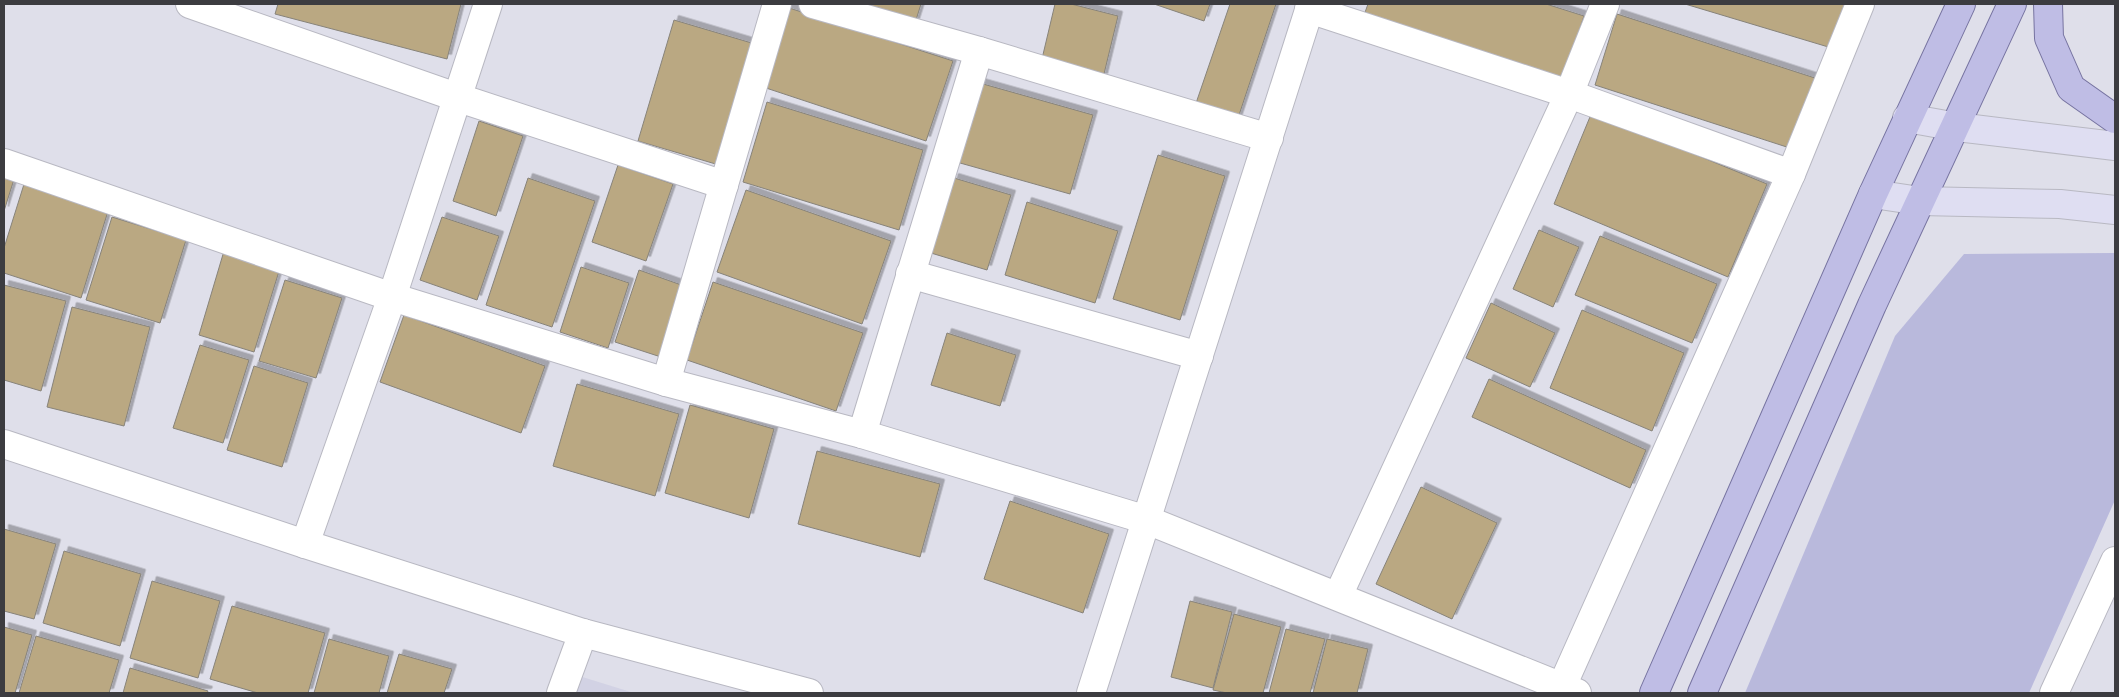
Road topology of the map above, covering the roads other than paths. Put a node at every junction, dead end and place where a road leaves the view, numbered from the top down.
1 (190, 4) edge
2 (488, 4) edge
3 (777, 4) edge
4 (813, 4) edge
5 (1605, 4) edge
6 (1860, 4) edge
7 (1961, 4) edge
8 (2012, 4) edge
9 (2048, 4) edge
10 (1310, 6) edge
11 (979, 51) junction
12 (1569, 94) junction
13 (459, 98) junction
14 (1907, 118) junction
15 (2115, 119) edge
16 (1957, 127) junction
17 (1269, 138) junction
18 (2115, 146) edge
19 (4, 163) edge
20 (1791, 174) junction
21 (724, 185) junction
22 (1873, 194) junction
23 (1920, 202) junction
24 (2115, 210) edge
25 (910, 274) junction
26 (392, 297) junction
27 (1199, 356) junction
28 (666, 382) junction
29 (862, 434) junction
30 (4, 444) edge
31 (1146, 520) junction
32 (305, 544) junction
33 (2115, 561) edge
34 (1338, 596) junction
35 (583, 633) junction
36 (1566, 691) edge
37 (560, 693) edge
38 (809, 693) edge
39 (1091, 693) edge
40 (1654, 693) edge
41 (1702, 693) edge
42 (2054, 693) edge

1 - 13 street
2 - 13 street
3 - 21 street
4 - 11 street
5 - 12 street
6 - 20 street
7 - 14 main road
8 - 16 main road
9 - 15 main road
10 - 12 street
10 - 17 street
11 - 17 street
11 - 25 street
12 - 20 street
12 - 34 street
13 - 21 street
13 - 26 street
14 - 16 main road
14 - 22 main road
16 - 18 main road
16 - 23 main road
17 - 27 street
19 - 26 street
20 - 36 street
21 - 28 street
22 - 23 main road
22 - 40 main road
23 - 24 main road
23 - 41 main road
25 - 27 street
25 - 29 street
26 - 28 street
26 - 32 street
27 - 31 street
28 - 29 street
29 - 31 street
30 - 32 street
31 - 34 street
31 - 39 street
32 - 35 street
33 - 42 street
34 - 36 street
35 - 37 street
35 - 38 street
◇ ◇ ◇ ◇
Aim of the exercise :: For this exercise, restate the material exactly and skip every picture.

Reply ::
Road topology of the map above, covering the roads other than paths. Put a node at every junction, dead end and place where a road leaves the view, numbered from the top down.
1 (190, 4) edge
2 (488, 4) edge
3 (777, 4) edge
4 (813, 4) edge
5 (1605, 4) edge
6 (1860, 4) edge
7 (1961, 4) edge
8 (2012, 4) edge
9 (2048, 4) edge
10 (1310, 6) edge
11 (979, 51) junction
12 (1569, 94) junction
13 (459, 98) junction
14 (1907, 118) junction
15 (2115, 119) edge
16 (1957, 127) junction
17 (1269, 138) junction
18 (2115, 146) edge
19 (4, 163) edge
20 (1791, 174) junction
21 (724, 185) junction
22 (1873, 194) junction
23 (1920, 202) junction
24 (2115, 210) edge
25 (910, 274) junction
26 (392, 297) junction
27 (1199, 356) junction
28 (666, 382) junction
29 (862, 434) junction
30 (4, 444) edge
31 (1146, 520) junction
32 (305, 544) junction
33 (2115, 561) edge
34 (1338, 596) junction
35 (583, 633) junction
36 (1566, 691) edge
37 (560, 693) edge
38 (809, 693) edge
39 (1091, 693) edge
40 (1654, 693) edge
41 (1702, 693) edge
42 (2054, 693) edge

1 - 13 street
2 - 13 street
3 - 21 street
4 - 11 street
5 - 12 street
6 - 20 street
7 - 14 main road
8 - 16 main road
9 - 15 main road
10 - 12 street
10 - 17 street
11 - 17 street
11 - 25 street
12 - 20 street
12 - 34 street
13 - 21 street
13 - 26 street
14 - 16 main road
14 - 22 main road
16 - 18 main road
16 - 23 main road
17 - 27 street
19 - 26 street
20 - 36 street
21 - 28 street
22 - 23 main road
22 - 40 main road
23 - 24 main road
23 - 41 main road
25 - 27 street
25 - 29 street
26 - 28 street
26 - 32 street
27 - 31 street
28 - 29 street
29 - 31 street
30 - 32 street
31 - 34 street
31 - 39 street
32 - 35 street
33 - 42 street
34 - 36 street
35 - 37 street
35 - 38 street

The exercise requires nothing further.